To do
Give back exactly the stretch of data below from the line holding "middle mcp: (779, 850)" through the line holding "pinky tip: (371, 124)", both ends included, and leave the remaining lines out.

________

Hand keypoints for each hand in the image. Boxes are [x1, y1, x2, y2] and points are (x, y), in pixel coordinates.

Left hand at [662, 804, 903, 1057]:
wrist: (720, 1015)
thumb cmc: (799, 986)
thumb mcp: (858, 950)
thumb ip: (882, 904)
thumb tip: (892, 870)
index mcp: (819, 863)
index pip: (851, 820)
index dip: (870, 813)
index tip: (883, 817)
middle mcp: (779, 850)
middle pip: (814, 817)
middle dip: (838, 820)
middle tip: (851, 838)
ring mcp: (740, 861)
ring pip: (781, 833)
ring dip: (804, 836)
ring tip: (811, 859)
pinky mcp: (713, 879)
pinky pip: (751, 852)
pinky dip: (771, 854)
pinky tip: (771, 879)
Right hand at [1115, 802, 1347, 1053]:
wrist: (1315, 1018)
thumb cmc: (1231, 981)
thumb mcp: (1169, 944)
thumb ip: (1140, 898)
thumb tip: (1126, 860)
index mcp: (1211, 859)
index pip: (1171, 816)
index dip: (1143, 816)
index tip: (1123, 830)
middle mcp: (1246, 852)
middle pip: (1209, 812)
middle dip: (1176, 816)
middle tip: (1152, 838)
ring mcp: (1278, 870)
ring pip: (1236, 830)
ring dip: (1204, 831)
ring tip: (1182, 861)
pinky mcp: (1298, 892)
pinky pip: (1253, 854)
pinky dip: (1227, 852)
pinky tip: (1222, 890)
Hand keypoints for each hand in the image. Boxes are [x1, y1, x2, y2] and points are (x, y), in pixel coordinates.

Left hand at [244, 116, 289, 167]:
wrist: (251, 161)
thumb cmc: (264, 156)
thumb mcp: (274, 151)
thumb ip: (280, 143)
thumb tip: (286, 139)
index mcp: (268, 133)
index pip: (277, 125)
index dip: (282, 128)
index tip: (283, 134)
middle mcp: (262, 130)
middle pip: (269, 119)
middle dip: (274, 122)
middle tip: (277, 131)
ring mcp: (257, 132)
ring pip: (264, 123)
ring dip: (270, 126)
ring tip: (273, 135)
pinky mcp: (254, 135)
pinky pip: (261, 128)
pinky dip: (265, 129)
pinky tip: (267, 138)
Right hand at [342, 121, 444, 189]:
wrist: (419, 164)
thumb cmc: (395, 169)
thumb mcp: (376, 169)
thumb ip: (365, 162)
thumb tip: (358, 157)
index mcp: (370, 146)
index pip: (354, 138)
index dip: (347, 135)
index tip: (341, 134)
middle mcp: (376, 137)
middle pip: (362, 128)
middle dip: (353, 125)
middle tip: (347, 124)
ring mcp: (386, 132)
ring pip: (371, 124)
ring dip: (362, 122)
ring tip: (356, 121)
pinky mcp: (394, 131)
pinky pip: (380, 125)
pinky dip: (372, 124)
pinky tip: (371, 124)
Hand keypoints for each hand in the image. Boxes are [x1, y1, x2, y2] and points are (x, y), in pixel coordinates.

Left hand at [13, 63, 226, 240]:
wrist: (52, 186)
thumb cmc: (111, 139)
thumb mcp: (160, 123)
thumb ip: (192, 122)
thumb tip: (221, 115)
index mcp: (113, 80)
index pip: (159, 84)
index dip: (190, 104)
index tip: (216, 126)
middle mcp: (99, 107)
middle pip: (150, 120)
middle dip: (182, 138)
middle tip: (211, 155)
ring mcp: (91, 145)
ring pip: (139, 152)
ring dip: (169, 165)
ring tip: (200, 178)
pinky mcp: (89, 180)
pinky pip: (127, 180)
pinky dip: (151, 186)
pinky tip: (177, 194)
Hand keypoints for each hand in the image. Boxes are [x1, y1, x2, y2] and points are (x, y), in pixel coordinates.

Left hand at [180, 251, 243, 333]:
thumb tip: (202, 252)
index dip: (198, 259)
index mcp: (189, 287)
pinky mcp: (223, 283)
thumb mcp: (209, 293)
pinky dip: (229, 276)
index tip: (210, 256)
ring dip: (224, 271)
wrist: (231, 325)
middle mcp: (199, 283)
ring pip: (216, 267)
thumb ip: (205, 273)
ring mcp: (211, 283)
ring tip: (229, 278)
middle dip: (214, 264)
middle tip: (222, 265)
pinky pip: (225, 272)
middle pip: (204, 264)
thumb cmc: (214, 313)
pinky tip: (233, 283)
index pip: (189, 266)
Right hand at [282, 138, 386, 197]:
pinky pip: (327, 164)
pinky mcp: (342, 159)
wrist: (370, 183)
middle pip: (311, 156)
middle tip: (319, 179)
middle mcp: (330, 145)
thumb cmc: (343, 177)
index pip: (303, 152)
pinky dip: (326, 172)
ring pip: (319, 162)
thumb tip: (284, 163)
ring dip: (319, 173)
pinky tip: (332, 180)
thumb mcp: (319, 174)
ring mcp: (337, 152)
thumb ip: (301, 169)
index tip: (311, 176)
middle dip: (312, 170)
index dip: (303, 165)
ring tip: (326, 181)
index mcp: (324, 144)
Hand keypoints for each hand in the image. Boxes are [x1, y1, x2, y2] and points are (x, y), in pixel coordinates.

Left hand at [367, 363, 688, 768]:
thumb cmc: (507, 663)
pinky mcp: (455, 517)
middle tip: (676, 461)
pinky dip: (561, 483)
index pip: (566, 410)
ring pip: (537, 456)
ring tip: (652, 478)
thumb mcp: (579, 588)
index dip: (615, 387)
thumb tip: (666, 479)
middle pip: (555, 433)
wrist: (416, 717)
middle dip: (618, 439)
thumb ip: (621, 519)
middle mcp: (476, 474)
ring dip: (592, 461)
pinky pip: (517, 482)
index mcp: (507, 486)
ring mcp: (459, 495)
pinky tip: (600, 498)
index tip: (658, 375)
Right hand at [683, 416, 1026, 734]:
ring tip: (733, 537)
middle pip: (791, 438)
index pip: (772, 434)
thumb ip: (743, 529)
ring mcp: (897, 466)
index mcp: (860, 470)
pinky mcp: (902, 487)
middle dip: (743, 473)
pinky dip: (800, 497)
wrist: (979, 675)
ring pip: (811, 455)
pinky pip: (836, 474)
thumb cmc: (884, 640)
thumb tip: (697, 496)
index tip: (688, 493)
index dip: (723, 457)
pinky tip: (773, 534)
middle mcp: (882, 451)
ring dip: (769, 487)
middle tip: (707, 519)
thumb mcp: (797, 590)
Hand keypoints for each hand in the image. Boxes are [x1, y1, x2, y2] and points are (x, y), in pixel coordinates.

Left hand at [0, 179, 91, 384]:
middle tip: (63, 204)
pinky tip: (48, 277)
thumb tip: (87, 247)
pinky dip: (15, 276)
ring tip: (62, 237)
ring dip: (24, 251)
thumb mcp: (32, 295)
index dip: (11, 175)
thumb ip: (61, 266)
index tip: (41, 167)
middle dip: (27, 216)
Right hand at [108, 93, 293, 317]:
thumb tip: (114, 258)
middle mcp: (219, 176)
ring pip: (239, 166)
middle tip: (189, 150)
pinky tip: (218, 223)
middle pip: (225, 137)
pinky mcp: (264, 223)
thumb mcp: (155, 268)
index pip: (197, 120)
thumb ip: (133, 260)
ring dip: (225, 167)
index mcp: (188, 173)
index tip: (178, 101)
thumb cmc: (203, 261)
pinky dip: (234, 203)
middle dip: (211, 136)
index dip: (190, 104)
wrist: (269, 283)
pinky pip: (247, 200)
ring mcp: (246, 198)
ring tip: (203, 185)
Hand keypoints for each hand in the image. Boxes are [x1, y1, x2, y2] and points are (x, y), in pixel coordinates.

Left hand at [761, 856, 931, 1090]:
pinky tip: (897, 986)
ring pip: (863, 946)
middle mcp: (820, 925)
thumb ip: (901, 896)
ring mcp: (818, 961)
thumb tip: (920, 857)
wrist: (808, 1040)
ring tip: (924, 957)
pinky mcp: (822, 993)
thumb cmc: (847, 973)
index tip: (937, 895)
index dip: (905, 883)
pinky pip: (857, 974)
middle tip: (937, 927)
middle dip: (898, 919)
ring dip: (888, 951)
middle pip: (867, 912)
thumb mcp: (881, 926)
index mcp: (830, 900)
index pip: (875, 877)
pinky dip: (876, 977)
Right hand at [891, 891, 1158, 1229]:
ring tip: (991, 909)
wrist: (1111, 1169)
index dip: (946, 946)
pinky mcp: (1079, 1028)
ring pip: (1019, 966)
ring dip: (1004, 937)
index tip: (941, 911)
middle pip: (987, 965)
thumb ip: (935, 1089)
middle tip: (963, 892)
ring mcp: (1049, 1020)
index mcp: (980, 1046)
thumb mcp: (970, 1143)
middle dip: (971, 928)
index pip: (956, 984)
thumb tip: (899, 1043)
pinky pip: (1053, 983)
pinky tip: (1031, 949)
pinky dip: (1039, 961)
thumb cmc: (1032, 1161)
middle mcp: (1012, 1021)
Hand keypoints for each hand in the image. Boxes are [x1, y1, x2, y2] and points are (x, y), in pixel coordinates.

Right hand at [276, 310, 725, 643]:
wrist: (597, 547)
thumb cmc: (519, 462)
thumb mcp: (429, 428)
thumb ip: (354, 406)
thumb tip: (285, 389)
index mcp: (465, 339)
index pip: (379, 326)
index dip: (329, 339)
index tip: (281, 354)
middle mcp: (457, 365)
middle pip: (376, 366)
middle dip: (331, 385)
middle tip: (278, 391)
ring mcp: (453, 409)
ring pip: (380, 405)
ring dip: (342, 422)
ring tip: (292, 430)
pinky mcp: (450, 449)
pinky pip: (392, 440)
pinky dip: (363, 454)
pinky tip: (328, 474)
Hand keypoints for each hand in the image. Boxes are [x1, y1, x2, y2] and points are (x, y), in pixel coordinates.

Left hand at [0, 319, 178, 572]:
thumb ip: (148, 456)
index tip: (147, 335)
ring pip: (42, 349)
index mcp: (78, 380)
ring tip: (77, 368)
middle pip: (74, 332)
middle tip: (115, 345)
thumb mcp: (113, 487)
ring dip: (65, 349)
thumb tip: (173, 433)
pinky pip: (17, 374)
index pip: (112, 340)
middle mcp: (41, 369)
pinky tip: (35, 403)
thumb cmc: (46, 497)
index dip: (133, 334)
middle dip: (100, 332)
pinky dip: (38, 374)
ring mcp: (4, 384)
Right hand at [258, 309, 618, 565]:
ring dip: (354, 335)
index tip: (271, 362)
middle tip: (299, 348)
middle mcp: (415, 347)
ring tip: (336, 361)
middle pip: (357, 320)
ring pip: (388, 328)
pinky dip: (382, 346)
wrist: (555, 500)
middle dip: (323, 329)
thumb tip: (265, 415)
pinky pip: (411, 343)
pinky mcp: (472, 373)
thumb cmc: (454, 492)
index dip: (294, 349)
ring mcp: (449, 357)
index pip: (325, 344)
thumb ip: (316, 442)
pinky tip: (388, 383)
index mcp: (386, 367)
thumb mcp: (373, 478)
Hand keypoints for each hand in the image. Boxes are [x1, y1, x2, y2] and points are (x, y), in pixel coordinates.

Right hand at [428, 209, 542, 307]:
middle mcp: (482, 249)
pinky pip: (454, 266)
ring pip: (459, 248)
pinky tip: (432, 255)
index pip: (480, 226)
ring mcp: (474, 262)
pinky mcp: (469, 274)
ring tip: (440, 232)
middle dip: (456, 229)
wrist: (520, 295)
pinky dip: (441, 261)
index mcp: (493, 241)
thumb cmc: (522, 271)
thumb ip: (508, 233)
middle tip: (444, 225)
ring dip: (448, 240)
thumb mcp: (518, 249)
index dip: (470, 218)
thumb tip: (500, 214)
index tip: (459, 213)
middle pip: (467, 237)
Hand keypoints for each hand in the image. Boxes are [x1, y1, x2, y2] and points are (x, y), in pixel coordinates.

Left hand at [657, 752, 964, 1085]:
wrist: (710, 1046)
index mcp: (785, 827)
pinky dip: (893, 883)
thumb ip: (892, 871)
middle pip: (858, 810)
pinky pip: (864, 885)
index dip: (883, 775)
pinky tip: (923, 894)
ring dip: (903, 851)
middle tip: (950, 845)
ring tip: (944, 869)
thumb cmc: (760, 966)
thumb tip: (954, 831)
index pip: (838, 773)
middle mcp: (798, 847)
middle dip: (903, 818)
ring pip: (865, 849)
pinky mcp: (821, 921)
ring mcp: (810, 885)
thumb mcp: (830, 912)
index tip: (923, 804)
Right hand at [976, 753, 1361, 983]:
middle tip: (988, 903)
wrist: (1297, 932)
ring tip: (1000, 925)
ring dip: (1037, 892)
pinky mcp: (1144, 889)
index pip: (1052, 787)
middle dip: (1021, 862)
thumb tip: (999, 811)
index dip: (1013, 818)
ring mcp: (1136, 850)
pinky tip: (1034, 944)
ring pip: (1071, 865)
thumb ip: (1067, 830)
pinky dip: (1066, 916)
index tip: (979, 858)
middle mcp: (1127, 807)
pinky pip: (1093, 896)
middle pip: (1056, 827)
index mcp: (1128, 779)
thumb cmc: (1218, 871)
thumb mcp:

________

Solution below
middle mcp: (779, 850)
middle pip: (814, 817)
middle dip: (838, 820)
middle tip: (851, 838)
ring mcp: (740, 861)
ring pip: (781, 833)
ring dip: (804, 836)
ring tip: (811, 859)
pinky mcp: (713, 879)
pinky pip: (751, 852)
pinky dip: (771, 854)
pinky tip: (771, 879)
Right hand at [1115, 802, 1347, 1053]:
wrist: (1315, 1018)
thumb cmc: (1231, 981)
thumb mcp: (1169, 944)
thumb ip: (1140, 898)
thumb tip: (1126, 860)
index mcp: (1211, 859)
index pip: (1171, 816)
index dip: (1143, 816)
index tip: (1123, 830)
middle mcp: (1246, 852)
middle pip: (1209, 812)
middle dip: (1176, 816)
middle tip: (1152, 838)
ring mcp: (1278, 870)
ring pip: (1236, 830)
ring dip: (1204, 831)
ring tip: (1182, 861)
pinky mcp: (1298, 892)
pinky pip: (1253, 854)
pinky dip: (1227, 852)
pinky tip: (1222, 890)
Hand keypoints for each hand in the image. Boxes are [x1, y1, x2, y2] and points are (x, y), in pixel coordinates.

Left hand at [244, 116, 289, 167]:
wrist: (251, 161)
thumb cmc: (264, 156)
thumb mcp: (274, 151)
thumb ip: (280, 143)
thumb tip: (286, 139)
index mcp: (268, 133)
index pip: (277, 125)
index dip: (282, 128)
index tip: (283, 134)
middle mcp: (262, 130)
middle pip: (269, 119)
middle dip: (274, 122)
middle tip: (277, 131)
ring mcp: (257, 132)
ring pip: (264, 123)
ring dip: (270, 126)
ring tip: (273, 135)
pinky mcp: (254, 135)
pinky pip: (261, 128)
pinky dip: (265, 129)
pinky tip: (267, 138)
Right hand at [342, 121, 444, 189]:
wrist: (419, 164)
thumb cmc: (395, 169)
thumb mcp: (376, 169)
thumb ip: (365, 162)
thumb tip: (358, 157)
index mcp: (370, 146)
index pip: (354, 138)
index dip: (347, 135)
index tip: (341, 134)
middle mcp: (376, 137)
middle pip: (362, 128)
middle dip: (353, 125)
middle tip: (347, 124)
ring mcp: (386, 132)
ring pip: (371, 124)
ring dip: (362, 122)
ring tip: (356, 121)
pinky mcp: (394, 131)
pinky pip: (380, 125)
pinky dip: (372, 124)
pinky tip: (371, 124)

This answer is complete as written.